I stayed in my hometown for two months. I rarely interacted with people and spent most of the time walking along the country roads and ridges, taking photos, writing novels and painting. Gradually something that I had lost came back. I tried to organize my works and started to make garments as manifestations of my feelings during this period to answer the question - WHO AM I?

 

Although Ennui of No Name does not directly answer this question, it offers a sense of communion, a feeling of being on the edge of the society yet still feeling good in your own skin, a feeling appears on a summer afternoon, when you are lying alone in bed, when you are languishing.

 

When I talked to my photographer, Yuhan Cheng, about the concept and communion of this project, he felt its unspeakable touch too. We hit it off immediately, and began searching aimlessly for shooting locations in fields throughout Peng.

 

July is the hottest time of year in the Southwest. From morning to night, we searched and discussed the script and its emotions, this indefinable 'feeling' was at the heart of our project. In the photographs, you see the girls' faces blurred with sweat, you see their bare soles sinking into the gravel of the river, and you see their tired faces at night.

 

Outside the photographs, I see Yuhan sun-tanned back, I see my face red and swollen from heatstroke, and I see the silent ridge at night. All of these are sentiments are held the in photographs, and films and in the sweat that dripped down and our bodies that are tanned under the harsh sun, we tried to document these sentiments. It appeared in me, in Yuhan, in the models, in the bull strolling in the field, or in any moment experienced by anyone. A sense of satisfaction that is lost and despondent. It is the feeling of satisfaction risen from dejection and loss that throws out and answers the question—WHO AM I?

 

 

When I started to conceive Ennui of No Name 游荒, I was in a hurry to finish the exhibition of my previous work AH X 阿叉. In AH X, I was passionate about peeling apart my memories and crumbling them up to feed the audience. This excitement suddenly disappeared. I can feel the words hanging on the edge of my lips getting swallowed back, and my head in a state of confusion and swelling.

 

I couldn't think of a solution for a while, so I took the only six hundred Yuan I had left after squandering a summer and went South for the first time, trying to find a job.

 

Every roadside tree and every speck of dust in this fast-growing city were arranged by invisible hands, and I was living on a sofa in my friend's 27 square feet loft. At eight o'clock in the morning, the sun shone through the vine shelves outside my window, and I could see particles floating in the air, together with the smell of stir-fry from the restaurant downstairs. The first day of early autumn came and I found a job with the recommendation of a friend.

 

Before the three months internship was over, I had an even greater sense of emptiness and void that I could not name. Not only was I questioning my previous works but I was also very tired of the so-called 'design process' and the whole commercial industry. Although I pretended to be an independent thinker, I was no different from many others in the industry. I followed the same rules.I repeated them over and over.

 

What is the difference?
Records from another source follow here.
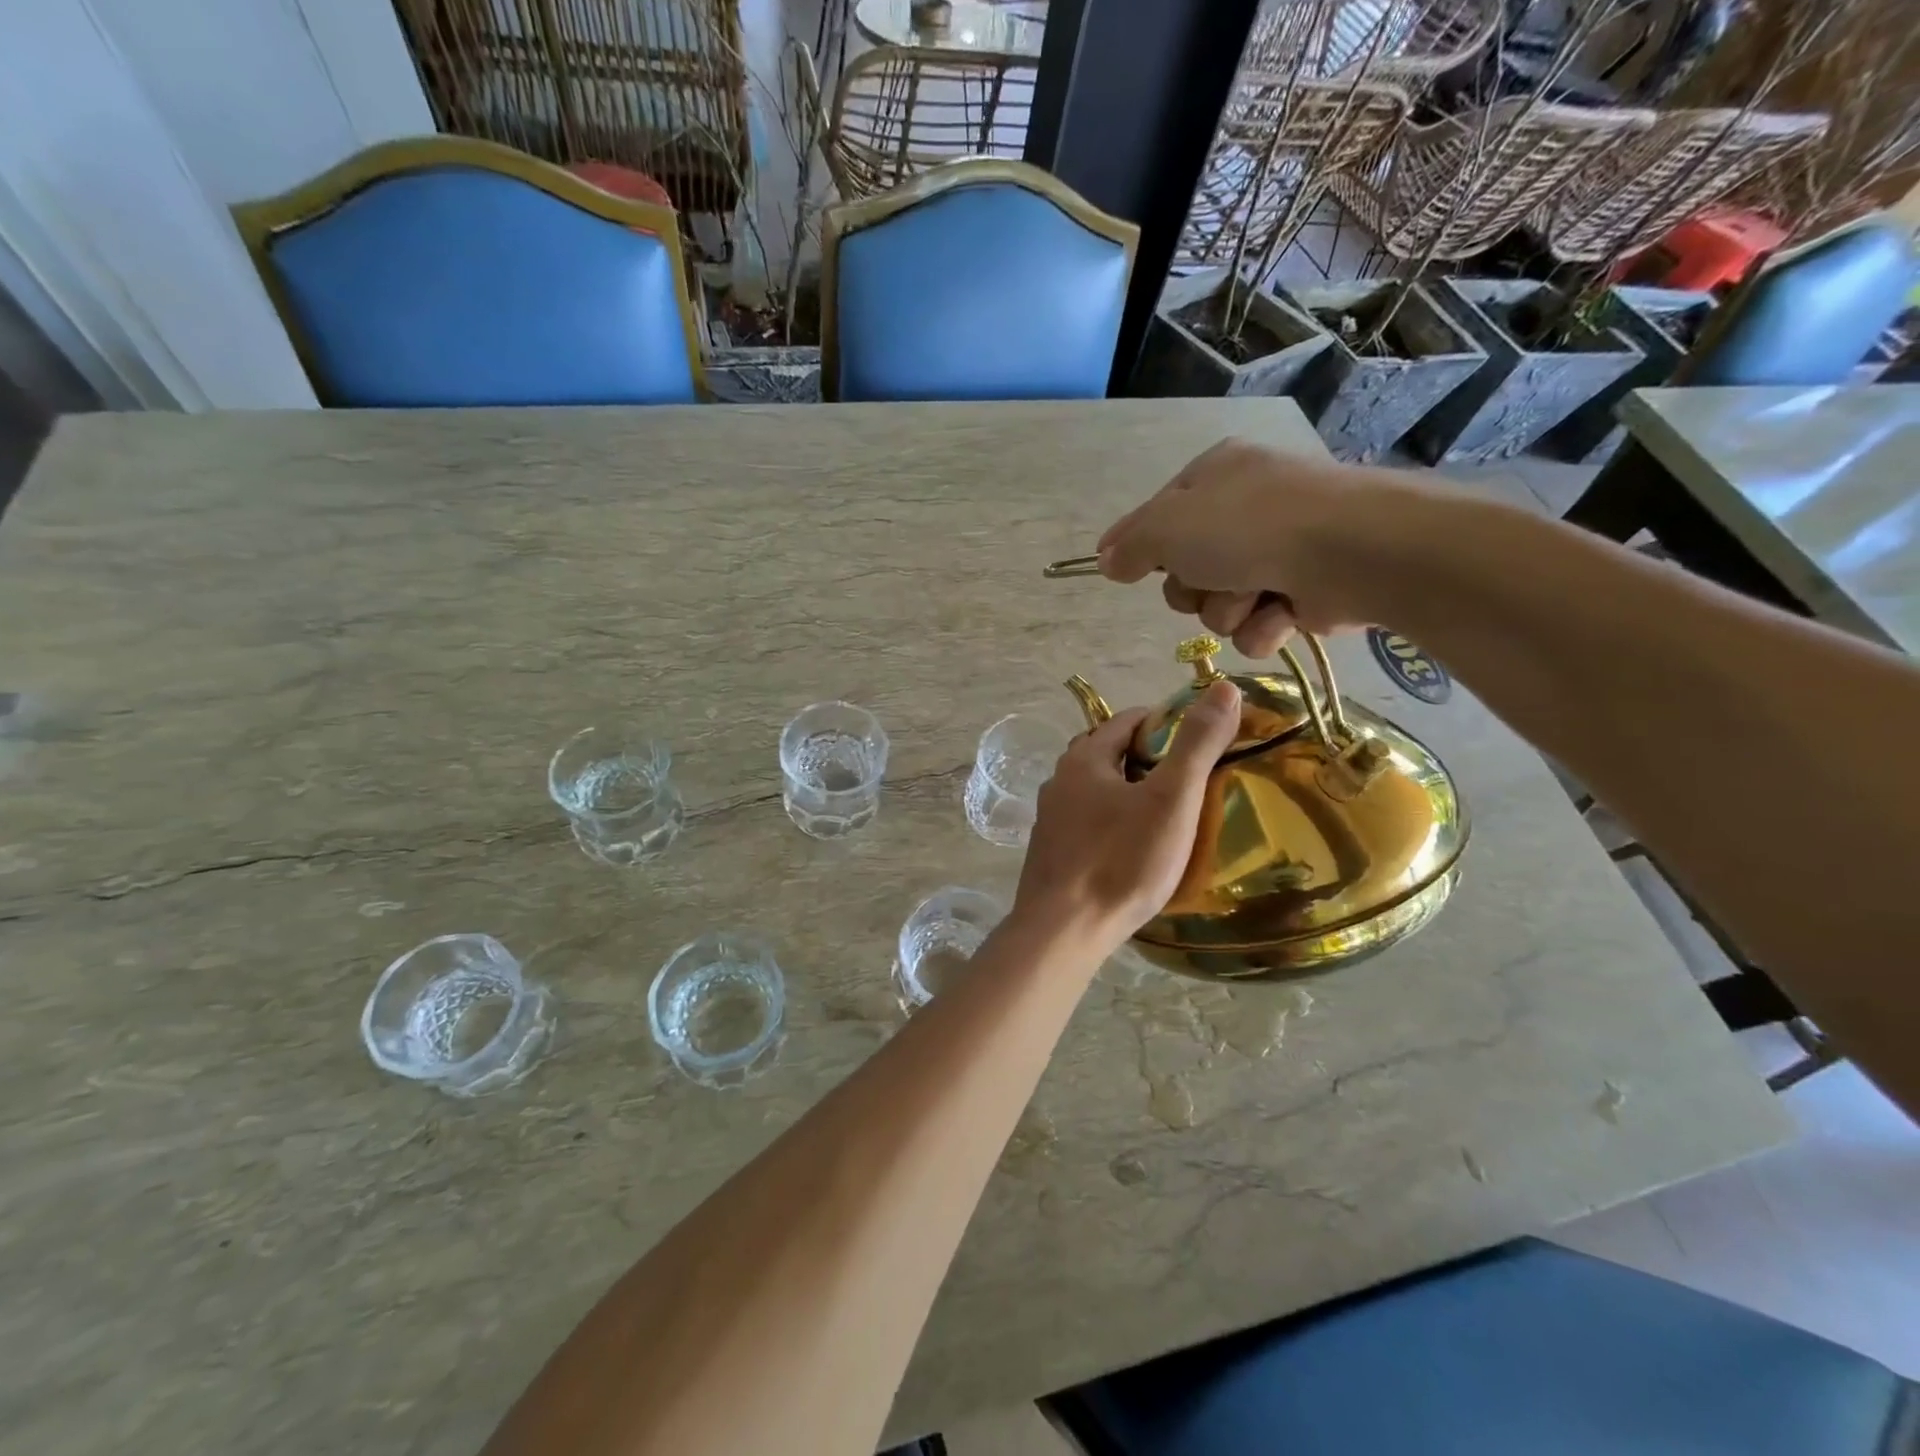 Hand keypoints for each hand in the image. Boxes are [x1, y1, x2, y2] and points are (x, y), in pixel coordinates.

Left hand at [1009, 680, 1241, 955]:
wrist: (1063, 931)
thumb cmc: (1121, 861)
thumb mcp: (1170, 800)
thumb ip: (1196, 744)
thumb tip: (1222, 687)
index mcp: (1083, 759)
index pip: (1128, 720)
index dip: (1167, 723)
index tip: (1202, 742)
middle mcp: (1059, 781)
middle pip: (1110, 753)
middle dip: (1148, 758)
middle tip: (1190, 781)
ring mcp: (1050, 819)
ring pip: (1097, 790)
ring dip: (1130, 792)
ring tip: (1168, 815)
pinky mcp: (1051, 853)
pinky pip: (1088, 822)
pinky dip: (1114, 822)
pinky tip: (1134, 848)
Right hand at [1097, 438, 1419, 655]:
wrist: (1349, 551)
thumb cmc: (1248, 526)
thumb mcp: (1168, 526)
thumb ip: (1130, 544)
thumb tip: (1105, 560)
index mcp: (1214, 477)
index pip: (1157, 517)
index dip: (1140, 546)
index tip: (1121, 568)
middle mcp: (1245, 510)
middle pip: (1185, 571)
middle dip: (1193, 587)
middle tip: (1210, 578)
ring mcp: (1276, 553)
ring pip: (1218, 606)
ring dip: (1228, 609)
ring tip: (1255, 594)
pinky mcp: (1303, 595)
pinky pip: (1256, 627)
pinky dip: (1264, 626)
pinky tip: (1283, 612)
Who am I? Is art really something that can be done according to a certain set of rules?

 

 

I felt more upset at my own ignorance and shallowness. All these thoughts were like boiling water: they threw questions at me like unceasing bubbles and then fizzle into reality.

 

"Mentally debilitated" - that's how the middle-aged male tenant who lived on the bottom floor of our apartment always described himself. He’d say it when he asked us to whisper and walk softly on our feet at all times. What an accurate term for people who live in a highly developed megalopolis where life and dreams are the same as those of many others who have been crushed with the precision of this city monster's iron teeth.

 

Some unspeakable emotion affected me, and I left my internship earlier than I had planned. With my nerves in tatters and my strained right knee - I returned to my hometown to spend the whole spring in a rural county in the Southwest.

 

I gave up thinking about "what I was going to create again" and started to wander aimlessly around the county every day. There was little difference between winter and spring in the Southwestern countryside; they both smelled like ashes. I walked along the concrete avenues that lacked restoration as the occasional motorbike or car flashed by. During the day, I would go shopping in the city or visit relatives in villages. Old people always sit in front of the village branch and chair. They just sit sporadically in their yards, waiting for the sun to dry chopped pickles and turnips. The farming season is idle in winter and early spring, everything is dead except for a few golden rapeseed flowers. The only thing that stays green is the cactus, which does not belong. This amazingly large and drought-tolerant American plant grows wildly in the messy fields of Pengxi.

 

I occasionally wandered far away. Sometimes I would run into houses that had been under construction for over ten years; sometimes I would see deserted buildings that were about to be demolished to make way for a road. Those huge buildings were built solidly on the land — only to disappear in a flash as people moved in with their families and out leaving their clothes behind just as instantaneously. Other times I would see foundations of bridges that were nearly completed along the brown and green pebble beach made of reinforced concrete.

 

 

When I went home in the evening, I would play video games and occasionally take out my notebook to write a diary entry. Although I was only jotting down or drawing bits and pieces that hold unspecified meaning, a certain feeling came back to me. I felt like a poet --- or more arrogantly, an artist! This vainglorious feeling and the sticky rice balls made by my grandma gave me immense comfort.  Not doing anything for anyone, I was able to stay by my own side again. I took a pencil and sketched furiously and sporadically some beautiful sentence excerpts. I used the printer to print out some photos I'd taken and put them on the wall with other found objects, and my self seemed to have come back.

 

When I went back to town to sort out the photos I had taken in the county, I suddenly had a passion to do something again. I tried to sort out some of the fiction and photography I had created and make a concept out of it, but it was almost impossible to assemble all emotions into one project. When I consulted my photographer Yuhan, he commented that my body of work was diversified in media but integrated in spirit, and the concept jumped off the page.

 

 

 

I'd been contemplating for a long time: what is all this? All my emotions — what is it that I want to express? Where do they come from? Where will they sprout? At the end of the day, as I’m writing this, I don't even have the answer. But what I do know is that this piece is a different kind of journey in my life, and I think of it as a healing one without a beginning or an end.

 

Unlike a continuous state of “moving forward,” this journey happened while I was staying stagnant, or more so “lying down”: lying on the brownish-red boundless earth.

 

 

The winds from the motorbike pass by, wrapped in diesel exhaust and particles of burnt-out ash from the marmalade, and I am in a daze. The music of an unnamed horn flows in from far away. The sensation of flesh being lifted by sturdy harvested stems in the field. I lie there until I want to get up.